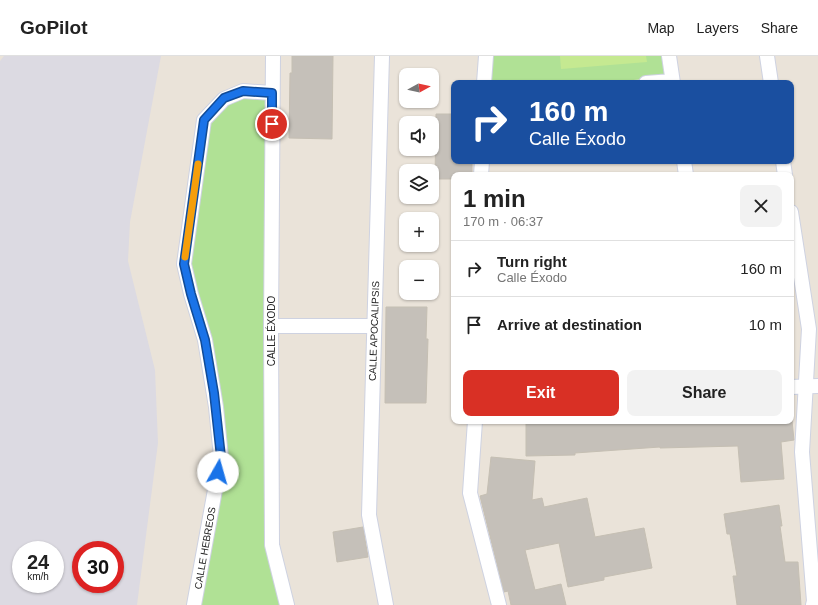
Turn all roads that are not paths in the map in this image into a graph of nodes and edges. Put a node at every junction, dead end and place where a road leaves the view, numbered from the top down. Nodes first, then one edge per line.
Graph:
1 (273, 56) edge
2 (382, 56) edge
3 (486, 56) edge
4 (669, 56) edge
5 (767, 56) edge
6 (484, 80) edge
7 (673, 80) edge
8 (771, 80) edge
9 (272, 93) junction
10 (794, 232) edge
11 (271, 326) junction
12 (374, 326) junction
13 (812, 386) edge
14 (794, 387) edge
15 (475, 424) edge
16 (815, 602) edge
17 (194, 605) edge
18 (287, 605) edge
19 (386, 605) edge
20 (499, 605) edge

1 - 9 street, CALLE ÉXODO
2 - 12 street, CALLE APOCALIPSIS
3 - 6 street
4 - 7 street
5 - 8 street
9 - 11 street, CALLE ÉXODO
9 - 17 street, CALLE HEBREOS
10 - 13 street
11 - 12 street
11 - 18 street, CALLE ÉXODO
12 - 19 street, CALLE APOCALIPSIS
13 - 14 street
13 - 16 street
15 - 20 street

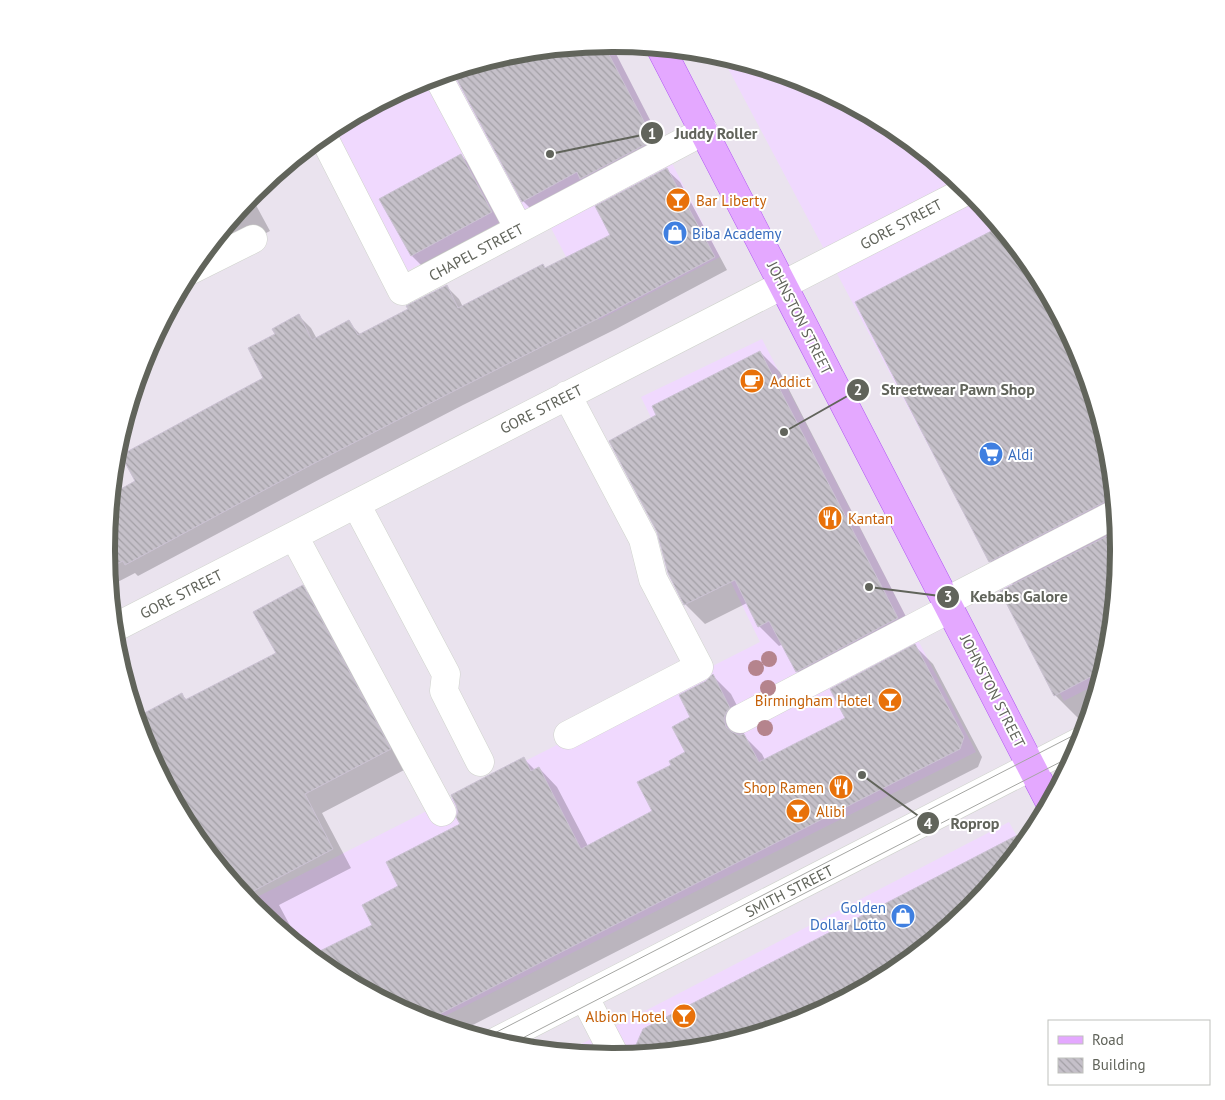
____________
Please set down every line of the listing verbatim, excluding its pictures.

Turn all roads that are not paths in the map in this image into a graph of nodes and edges. Put a node at every junction, dead end and place where a road leaves the view, numbered from the top down. Nodes first, then one edge per line.
Graph:
1 (273, 56) edge
2 (382, 56) edge
3 (486, 56) edge
4 (669, 56) edge
5 (767, 56) edge
6 (484, 80) edge
7 (673, 80) edge
8 (771, 80) edge
9 (272, 93) junction
10 (794, 232) edge
11 (271, 326) junction
12 (374, 326) junction
13 (812, 386) edge
14 (794, 387) edge
15 (475, 424) edge
16 (815, 602) edge
17 (194, 605) edge
18 (287, 605) edge
19 (386, 605) edge
20 (499, 605) edge

1 - 9 street, CALLE ÉXODO
2 - 12 street, CALLE APOCALIPSIS
3 - 6 street
4 - 7 street
5 - 8 street
9 - 11 street, CALLE ÉXODO
9 - 17 street, CALLE HEBREOS
10 - 13 street
11 - 12 street
11 - 18 street, CALLE ÉXODO
12 - 19 street, CALLE APOCALIPSIS
13 - 14 street
13 - 16 street
15 - 20 street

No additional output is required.